To tease aside the sunshine of the supernova from that of the brilliant afterglow that got here earlier than it, the researchers paired the JWST knowledge with observations from the Atacama Giant Millimeter/Submillimeter Array (ALMA) in Chile.

“Even a number of months after the burst was found, the afterglow was shiny sufficient to contribute plenty of gentle within the JWST spectra,” stated Tanmoy Laskar, an assistant professor of physics and astronomy on the College of Utah and a co-author on the examine. “Combining knowledge from the 2 telescopes helped us measure precisely how shiny the afterglow was on the time of our JWST observations and permit us to fastidiously extract the spectrum of the supernova.”

Though astrophysicists have but to uncover how a “regular” supernova and a record-breaking GRB have been produced by the identical collapsed star, Laskar stated it may be associated to the form and construction of the relativistic jets. When quickly spinning, huge stars collapse into black holes, they produce jets of fabric that launch at charges near the velocity of sunshine. If these jets are slender, they produce a extra centered — and brighter — beam of sunshine.

“It is like focusing a flashlight’s beam right into a slender column, versus a broad beam that washes throughout an entire wall,” Laskar stated. “In reality, this was one of many narrowest jets seen for a gamma-ray burst to date, which supplies us a touch as to why the afterglow appeared as shiny because it did. There could also be different elements accountable as properly, a query that researchers can be learning for years to come back.”

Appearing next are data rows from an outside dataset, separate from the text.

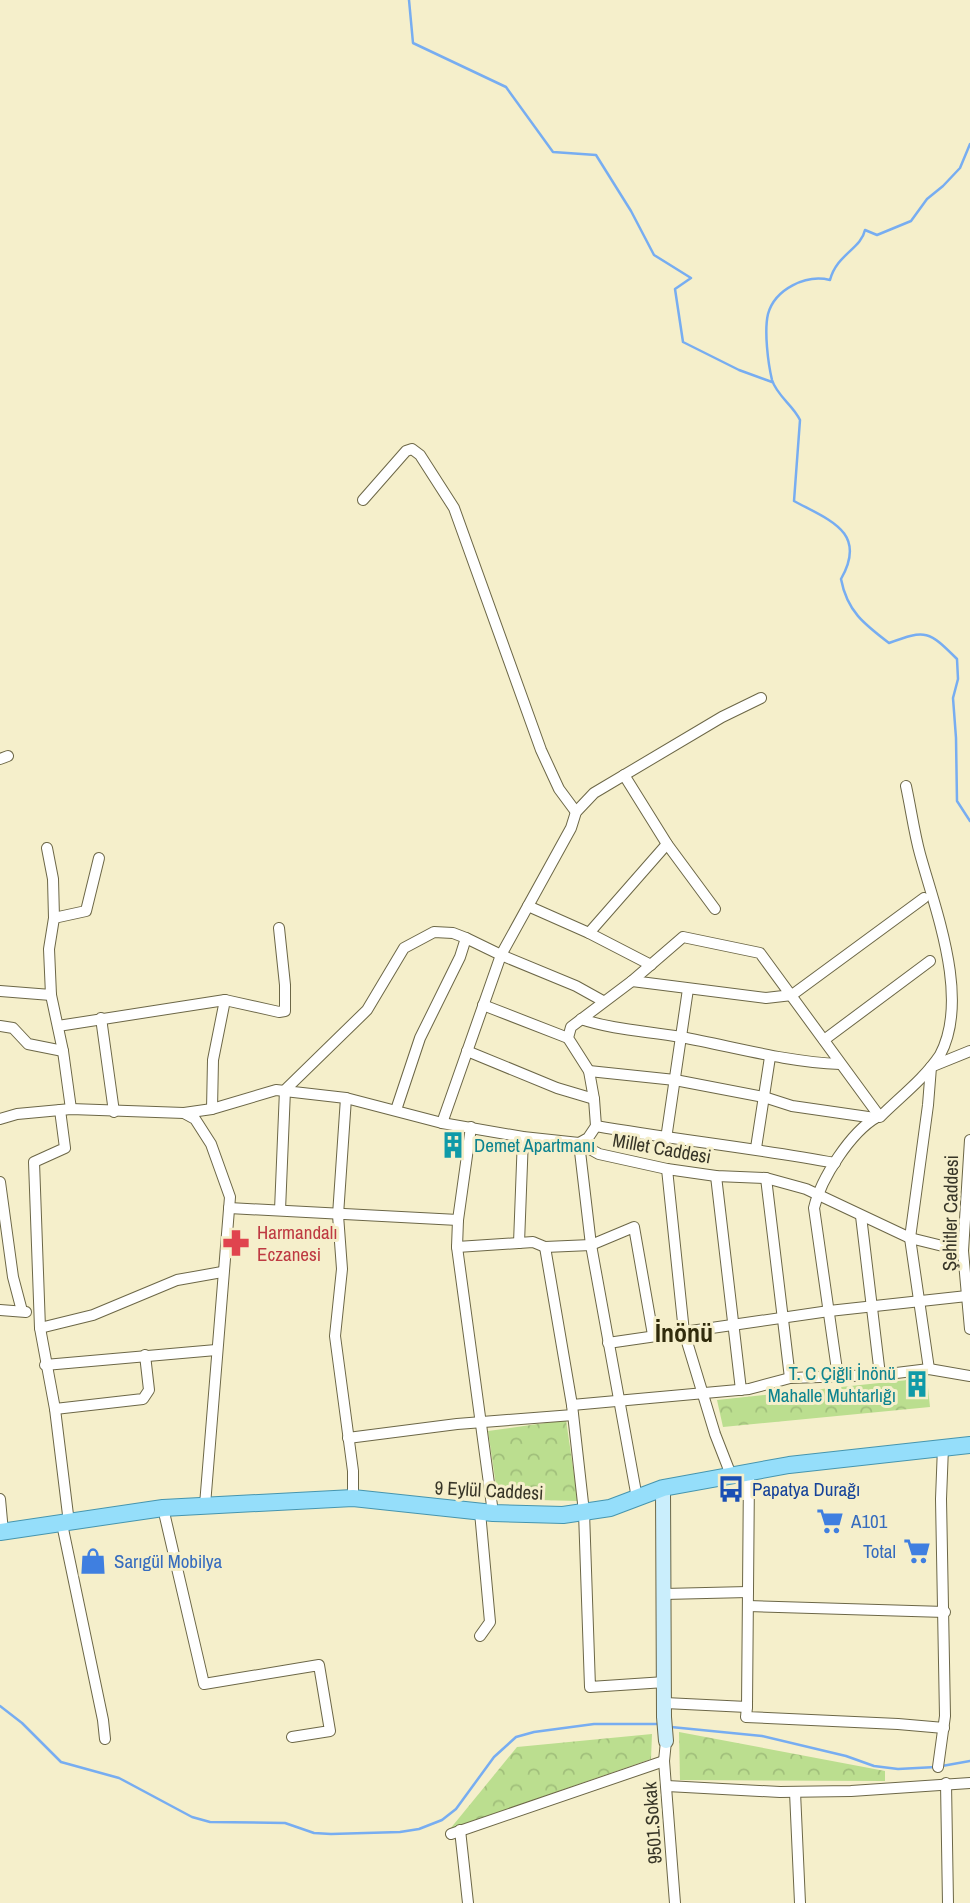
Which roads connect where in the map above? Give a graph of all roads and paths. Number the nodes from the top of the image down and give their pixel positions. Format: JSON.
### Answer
{"nodes":[{"id":1,"x":363,"y":500,"type":"dead end"},
{"id":2,"x":761,"y":698,"type":"dead end"},
{"id":3,"x":624,"y":775,"type":"junction"},
{"id":4,"x":906,"y":786,"type":"dead end"},
{"id":5,"x":576,"y":812,"type":"junction"},
{"id":6,"x":667,"y":844,"type":"junction"},
{"id":7,"x":47,"y":848,"type":"dead end"},
{"id":8,"x":99,"y":858,"type":"dead end"},
{"id":9,"x":924,"y":898,"type":"dead end"},
{"id":10,"x":528,"y":906,"type":"junction"},
{"id":11,"x":715,"y":909,"type":"dead end"},
{"id":12,"x":54,"y":918,"type":"junction"},
{"id":13,"x":279,"y":928,"type":"dead end"},
{"id":14,"x":589,"y":933,"type":"junction"},
{"id":15,"x":466,"y":938,"type":"junction"},
{"id":16,"x":501,"y":956,"type":"junction"},
{"id":17,"x":930,"y":961,"type":"dead end"},
{"id":18,"x":651,"y":965,"type":"junction"},
{"id":19,"x":632,"y":981,"type":"junction"},
{"id":20,"x":688,"y":989,"type":"junction"},
{"id":21,"x":0,"y":991,"type":"edge"},
{"id":22,"x":51,"y":995,"type":"junction"},
{"id":23,"x":793,"y":995,"type":"junction"},
{"id":24,"x":225,"y":1000,"type":"junction"},
{"id":25,"x":603,"y":1001,"type":"junction"},
{"id":26,"x":483,"y":1005,"type":"junction"},
{"id":27,"x":101,"y":1018,"type":"junction"},
{"id":28,"x":581,"y":1019,"type":"junction"},
{"id":29,"x":0,"y":1026,"type":"edge"},
{"id":30,"x":58,"y":1026,"type":"junction"},
{"id":31,"x":680,"y":1037,"type":"junction"},
{"id":32,"x":568,"y":1038,"type":"junction"},
{"id":33,"x":824,"y":1040,"type":"junction"},
{"id":34,"x":63,"y":1051,"type":"junction"},
{"id":35,"x":467,"y":1051,"type":"junction"},
{"id":36,"x":970,"y":1051,"type":"edge"},
{"id":37,"x":770,"y":1056,"type":"junction"},
{"id":38,"x":840,"y":1064,"type":"junction"},
{"id":39,"x":931,"y":1067,"type":"junction"},
{"id":40,"x":589,"y":1070,"type":"junction"},
{"id":41,"x":675,"y":1080,"type":"junction"},
{"id":42,"x":285,"y":1090,"type":"junction"},
{"id":43,"x":764,"y":1097,"type":"junction"},
{"id":44,"x":346,"y":1098,"type":"junction"},
{"id":45,"x":594,"y":1099,"type":"junction"},
{"id":46,"x":212,"y":1109,"type":"junction"},
{"id":47,"x":65,"y":1110,"type":"junction"},
{"id":48,"x":396,"y":1110,"type":"junction"},
{"id":49,"x":114,"y":1112,"type":"junction"},
{"id":50,"x":184,"y":1114,"type":"junction"},
{"id":51,"x":877,"y":1117,"type":"junction"},
{"id":52,"x":0,"y":1119,"type":"edge"},
{"id":53,"x":442,"y":1123,"type":"junction"},
{"id":54,"x":596,"y":1126,"type":"junction"},
{"id":55,"x":471,"y":1127,"type":"junction"},
{"id":56,"x":523,"y":1137,"type":"junction"},
{"id":57,"x":666,"y":1139,"type":"junction"},
{"id":58,"x":579,"y":1143,"type":"junction"},
{"id":59,"x":969,"y":1146,"type":"edge"},
{"id":60,"x":756,"y":1148,"type":"junction"},
{"id":61,"x":835,"y":1163,"type":"junction"},
{"id":62,"x":667,"y":1169,"type":"junction"},
{"id":63,"x":716,"y":1176,"type":"junction"},
{"id":64,"x":766,"y":1178,"type":"junction"},
{"id":65,"x":0,"y":1182,"type":"edge"},
{"id":66,"x":818,"y":1194,"type":"junction"},
{"id":67,"x":229,"y":1209,"type":"junction"},
{"id":68,"x":280,"y":1210,"type":"junction"},
{"id":69,"x":338,"y":1215,"type":"junction"},
{"id":70,"x":861,"y":1216,"type":"junction"},
{"id":71,"x":458,"y":1220,"type":"junction"},
{"id":72,"x":910,"y":1238,"type":"junction"},
{"id":73,"x":519,"y":1243,"type":"junction"},
{"id":74,"x":591,"y":1245,"type":"junction"},
{"id":75,"x":457,"y":1247,"type":"junction"},
{"id":76,"x":545,"y":1247,"type":"junction"},
{"id":77,"x":963,"y":1251,"type":"junction"},
{"id":78,"x":222,"y":1272,"type":"junction"},
{"id":79,"x":968,"y":1279,"type":"edge"},
{"id":80,"x":967,"y":1296,"type":"junction"},
{"id":81,"x":919,"y":1303,"type":"junction"},
{"id":82,"x":872,"y":1306,"type":"junction"},
{"id":83,"x":0,"y":1310,"type":"edge"},
{"id":84,"x":22,"y":1311,"type":"junction"},
{"id":85,"x":830,"y":1311,"type":"junction"},
{"id":86,"x":969,"y":1313,"type":"edge"},
{"id":87,"x":39,"y":1314,"type":"junction"},
{"id":88,"x":781,"y":1318,"type":"junction"},
{"id":89,"x":733,"y":1325,"type":"junction"},
{"id":90,"x":40,"y":1328,"type":"junction"},
{"id":91,"x":970,"y":1329,"type":"edge"},
{"id":92,"x":684,"y":1332,"type":"junction"},
{"id":93,"x":653,"y":1335,"type":"junction"},
{"id":94,"x":608,"y":1343,"type":"junction"},
{"id":95,"x":216,"y":1350,"type":"junction"},
{"id":96,"x":145,"y":1355,"type":"junction"},
{"id":97,"x":45,"y":1366,"type":"junction"},
{"id":98,"x":929,"y":1369,"type":"junction"},
{"id":99,"x":880,"y":1375,"type":"junction"},
{"id":100,"x":970,"y":1376,"type":"edge"},
{"id":101,"x":838,"y":1377,"type":"junction"},
{"id":102,"x":790,"y":1378,"type":"junction"},
{"id":103,"x":741,"y":1390,"type":"junction"},
{"id":104,"x":702,"y":1394,"type":"junction"},
{"id":105,"x":621,"y":1401,"type":"junction"},
{"id":106,"x":55,"y":1409,"type":"junction"},
{"id":107,"x":572,"y":1410,"type":"junction"},
{"id":108,"x":481,"y":1424,"type":"junction"},
{"id":109,"x":348,"y":1438,"type":"junction"},
{"id":110,"x":970,"y":1445,"type":"edge"},
{"id":111,"x":943,"y":1447,"type":"junction"},
{"id":112,"x":749,"y":1473,"type":"junction"},
{"id":113,"x":732,"y":1475,"type":"junction"},
{"id":114,"x":663,"y":1488,"type":"junction"},
{"id":115,"x":353,"y":1498,"type":"junction"},
{"id":116,"x":638,"y":1498,"type":"junction"},
{"id":117,"x":0,"y":1499,"type":"edge"},
{"id":118,"x":205,"y":1505,"type":"junction"},
{"id":119,"x":163,"y":1508,"type":"junction"},
{"id":120,"x":584,"y":1512,"type":"junction"},
{"id":121,"x":487,"y":1513,"type":"junction"},
{"id":122,"x":66,"y":1524,"type":"junction"},
{"id":123,"x":1,"y":1532,"type":"edge"},
{"id":124,"x":748,"y":1592,"type":"junction"},
{"id":125,"x":664,"y":1594,"type":"junction"},
{"id":126,"x":748,"y":1606,"type":"junction"},
{"id":127,"x":945,"y":1612,"type":"junction"},
{"id":128,"x":480,"y":1636,"type":"dead end"},
{"id":129,"x":665,"y":1682,"type":"junction"},
{"id":130,"x":747,"y":1707,"type":"junction"},
{"id":131,"x":664,"y":1710,"type":"junction"},
{"id":132,"x":944,"y":1728,"type":"junction"},
{"id":133,"x":292,"y":1737,"type":"dead end"},
{"id":134,"x":105,"y":1739,"type":"dead end"},
{"id":135,"x":666,"y":1741,"type":"joint"},
{"id":136,"x":664,"y":1761,"type":"junction"},
{"id":137,"x":938,"y":1767,"type":"dead end"},
{"id":138,"x":946,"y":1783,"type":"junction"},
{"id":139,"x":970,"y":1783,"type":"edge"},
{"id":140,"x":667,"y":1786,"type":"junction"},
{"id":141,"x":795,"y":1792,"type":"junction"},
{"id":142,"x":468,"y":1903,"type":"edge"},
{"id":143,"x":675,"y":1903,"type":"edge"},
{"id":144,"x":800,"y":1903,"type":"edge"},
{"id":145,"x":947,"y":1903,"type":"edge"}],
"edges":[{"from":1,"to":5,"type":"street"},
{"from":2,"to":3,"type":"street"},
{"from":3,"to":5,"type":"street"},
{"from":3,"to":6,"type":"street"},
{"from":4,"to":39,"type":"street"},
{"from":5,"to":10,"type":"street"},
{"from":6,"to":11,"type":"street"},
{"from":6,"to":14,"type":"street"},
{"from":7,"to":12,"type":"street"},
{"from":8,"to":12,"type":"street"},
{"from":9,"to":23,"type":"street"},
{"from":10,"to":14,"type":"street"},
{"from":10,"to":16,"type":"street"},
{"from":12,"to":22,"type":"street"},
{"from":13,"to":24,"type":"street"},
{"from":14,"to":18,"type":"street"},
{"from":15,"to":16,"type":"street"},
{"from":15,"to":42,"type":"street"},
{"from":15,"to":48,"type":"street"},
{"from":16,"to":25,"type":"street"},
{"from":16,"to":26,"type":"street"},
{"from":17,"to":33,"type":"street"},
{"from":18,"to":19,"type":"street"},
{"from":18,"to":23,"type":"street"},
{"from":19,"to":20,"type":"street"},
{"from":19,"to":25,"type":"street"},
{"from":20,"to":23,"type":"street"},
{"from":20,"to":31,"type":"street"},
{"from":21,"to":22,"type":"street"},
{"from":22,"to":30,"type":"street"},
{"from":23,"to":33,"type":"street"},
{"from":24,"to":27,"type":"street"},
{"from":24,"to":46,"type":"street"},
{"from":25,"to":28,"type":"street"},
{"from":26,"to":32,"type":"street"},
{"from":26,"to":35,"type":"street"},
{"from":27,"to":30,"type":"street"},
{"from":27,"to":49,"type":"street"},
{"from":28,"to":31,"type":"street"},
{"from":28,"to":32,"type":"street"},
{"from":29,"to":34,"type":"street"},
{"from":30,"to":34,"type":"street"},
{"from":31,"to":37,"type":"street"},
{"from":31,"to":41,"type":"street"},
{"from":32,"to":40,"type":"street"},
{"from":33,"to":38,"type":"street"},
{"from":34,"to":47,"type":"street"},
{"from":35,"to":45,"type":"street"},
{"from":35,"to":53,"type":"street"},
{"from":36,"to":39,"type":"street"},
{"from":37,"to":38,"type":"street"},
{"from":37,"to":43,"type":"street"},
{"from":38,"to":51,"type":"street"},
{"from":39,"to":51,"type":"street"},
{"from":39,"to":72,"type":"street"},
{"from":40,"to":41,"type":"street"},
{"from":40,"to":45,"type":"street"},
{"from":41,"to":43,"type":"street"},
{"from":41,"to":57,"type":"street"},
{"from":42,"to":44,"type":"street","name":"Millet Caddesi"},
{"from":42,"to":46,"type":"street","name":"Millet Caddesi"},
{"from":42,"to":68,"type":"street"},
{"from":43,"to":51,"type":"street"},
{"from":43,"to":60,"type":"street"},
{"from":44,"to":48,"type":"street","name":"Millet Caddesi"},
{"from":44,"to":69,"type":"street"},
{"from":45,"to":54,"type":"street"},
{"from":46,"to":50,"type":"street","name":"Millet Caddesi"},
{"from":47,"to":49,"type":"street","name":"Millet Caddesi"},
{"from":47,"to":52,"type":"street","name":"Millet Caddesi"},
{"from":47,"to":87,"type":"street"},
{"from":48,"to":53,"type":"street","name":"Millet Caddesi"},
{"from":49,"to":50,"type":"street","name":"Millet Caddesi"},
{"from":50,"to":67,"type":"street"},
{"from":51,"to":61,"type":"street"},
{"from":53,"to":55,"type":"street","name":"Millet Caddesi"},
{"from":54,"to":57,"type":"street"},
{"from":54,"to":58,"type":"street"},
{"from":55,"to":56,"type":"street","name":"Millet Caddesi"},
{"from":55,"to":71,"type":"street"},
{"from":56,"to":58,"type":"street","name":"Millet Caddesi"},
{"from":56,"to":73,"type":"street"},
{"from":57,"to":60,"type":"street"},
{"from":58,"to":62,"type":"street","name":"Millet Caddesi"},
{"from":58,"to":74,"type":"street"},
{"from":59,"to":77,"type":"street","name":"Şehitler Caddesi"},
{"from":60,"to":61,"type":"street"},
{"from":61,"to":66,"type":"street"},
{"from":62,"to":63,"type":"street","name":"Millet Caddesi"},
{"from":62,"to":92,"type":"street"},
{"from":63,"to":64,"type":"street","name":"Millet Caddesi"},
{"from":63,"to":89,"type":"street"},
{"from":64,"to":66,"type":"street","name":"Millet Caddesi"},
{"from":64,"to":88,"type":"street"},
{"from":65,"to":84,"type":"street"},
{"from":66,"to":70,"type":"street","name":"Millet Caddesi"},
{"from":66,"to":85,"type":"street"},
{"from":67,"to":68,"type":"street"},
{"from":67,"to":78,"type":"street"},
{"from":68,"to":69,"type":"street"},
{"from":69,"to":71,"type":"street"},
{"from":69,"to":109,"type":"street"},
{"from":70,"to":72,"type":"street","name":"Millet Caddesi"},
{"from":70,"to":82,"type":"street"},
{"from":71,"to":75,"type":"street"},
{"from":72,"to":77,"type":"street","name":"Millet Caddesi"},
{"from":72,"to":81,"type":"street"},
{"from":73,"to":75,"type":"street"},
{"from":73,"to":76,"type":"street"},
{"from":74,"to":76,"type":"street"},
{"from":74,"to":93,"type":"street"},
{"from":74,"to":94,"type":"street"},
{"from":75,"to":108,"type":"street"},
{"from":76,"to":107,"type":"street"},
{"from":77,"to":79,"type":"street","name":"Şehitler Caddesi"},
{"from":78,"to":90,"type":"street"},
{"from":78,"to":95,"type":"street"},
{"from":79,"to":80,"type":"street","name":"Şehitler Caddesi"},
{"from":80,"to":81,"type":"street"},
{"from":80,"to":86,"type":"street","name":"Şehitler Caddesi"},
{"from":81,"to":82,"type":"street"},
{"from":81,"to":98,"type":"street"},
{"from":82,"to":85,"type":"street"},
{"from":82,"to":99,"type":"street"},
{"from":83,"to":84,"type":"street"},
{"from":84,"to":87,"type":"street"},
{"from":85,"to":88,"type":"street"},
{"from":85,"to":101,"type":"street"},
{"from":86,"to":91,"type":"street","name":"Şehitler Caddesi"},
{"from":87,"to":90,"type":"street"},
{"from":88,"to":89,"type":"street"},
{"from":88,"to":102,"type":"street"},
{"from":89,"to":92,"type":"street"},
{"from":89,"to":103,"type":"street"},
{"from":90,"to":97,"type":"street"},
{"from":92,"to":93,"type":"street"},
{"from":92,"to":104,"type":"street"},
{"from":93,"to":94,"type":"street"},
{"from":94,"to":105,"type":"street"},
{"from":95,"to":96,"type":"street"},
{"from":95,"to":118,"type":"street"},
{"from":96,"to":97,"type":"street"},
{"from":96,"to":106,"type":"street"},
{"from":97,"to":106,"type":"street"},
{"from":98,"to":99,"type":"street"},
{"from":98,"to":100,"type":"street"},
{"from":99,"to":101,"type":"street"},
{"from":101,"to":102,"type":"street"},
{"from":102,"to":103,"type":"street"},
{"from":103,"to":104,"type":"street"},
{"from":104,"to":105,"type":"street"},
{"from":104,"to":113,"type":"street"},
{"from":105,"to":107,"type":"street"},
{"from":105,"to":116,"type":"street"},
{"from":106,"to":122,"type":"street"},
{"from":107,"to":108,"type":"street"},
{"from":107,"to":120,"type":"street"},
{"from":108,"to":109,"type":"street"},
{"from":108,"to":121,"type":"street"},
{"from":109,"to":115,"type":"street"},
{"from":110,"to":111,"type":"main road","name":"9 Eylül Caddesi"},
{"from":111,"to":112,"type":"main road","name":"9 Eylül Caddesi"},
{"from":111,"to":127,"type":"street"},
{"from":112,"to":113,"type":"main road","name":"9 Eylül Caddesi"},
{"from":112,"to":124,"type":"street"},
{"from":113,"to":114,"type":"main road","name":"9 Eylül Caddesi"},
{"from":114,"to":116,"type":"main road","name":"9 Eylül Caddesi"},
{"from":114,"to":125,"type":"street"},
{"from":115,"to":118,"type":"main road","name":"9 Eylül Caddesi"},
{"from":115,"to":121,"type":"main road","name":"9 Eylül Caddesi"},
{"from":116,"to":120,"type":"main road","name":"9 Eylül Caddesi"},
{"from":117,"to":123,"type":"street"},
{"from":118,"to":119,"type":"main road","name":"9 Eylül Caddesi"},
{"from":119,"to":122,"type":"main road","name":"9 Eylül Caddesi"},
{"from":119,"to":133,"type":"street"},
{"from":120,"to":121,"type":"main road","name":"9 Eylül Caddesi"},
{"from":120,"to":129,"type":"street"},
{"from":121,"to":128,"type":"street"},
{"from":122,"to":123,"type":"main road","name":"9 Eylül Caddesi"},
{"from":122,"to":134,"type":"street"},
{"from":124,"to":125,"type":"street"},
{"from":124,"to":126,"type":"street"},
{"from":125,"to":129,"type":"street"},
{"from":126,"to":127,"type":"street"},
{"from":126,"to":130,"type":"street"},
{"from":127,"to":132,"type":"street"},
{"from":129,"to":131,"type":"street"},
{"from":130,"to":131,"type":"street"},
{"from":130,"to":132,"type":"street"},
{"from":131,"to":135,"type":"street"},
{"from":132,"to":137,"type":"street"},
{"from":135,"to":136,"type":"street","name":"9501.Sokak"},
{"from":136,"to":140,"type":"street","name":"9501.Sokak"},
{"from":136,"to":142,"type":"street"},
{"from":138,"to":139,"type":"street"},
{"from":138,"to":141,"type":"street"},
{"from":138,"to":145,"type":"street"},
{"from":140,"to":141,"type":"street"},
{"from":140,"to":143,"type":"street","name":"9501.Sokak"},
{"from":141,"to":144,"type":"street"}]}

Extra clues additionally might come from future research of the galaxy wherein the B.O.A.T. occurred. “Along with a spectrum of the B.O.A.T. itself, we additionally obtained a spectrum of its ‘host’ galaxy,” Blanchard stated. “The spectrum exhibits indicators of intense star formation, hinting that the delivery surroundings of the unique star could also be completely different than earlier occasions.”

Group member Yijia Li, a graduate scholar at Penn State, modeled the spectrum of the galaxy, discovering that the B.O.A.T.’s host galaxy has the bottom metallicity, a measure of the abundance of parts heavier than hydrogen and helium, of all earlier GRB host galaxies. “That is one other distinctive facet of the B.O.A.T. that will assist clarify its properties,” Li stated.

The examine, “JWST detection of a supernova related to GRB 221009A with out an r-process signature,” was supported by NASA (award quantity JWST-GO-2784) and the Nationwide Science Basis (award numbers AST-2108676 and AST-2002577). This work relies on observations made with the NASA/ESA/CSA James Webb Area Telescope.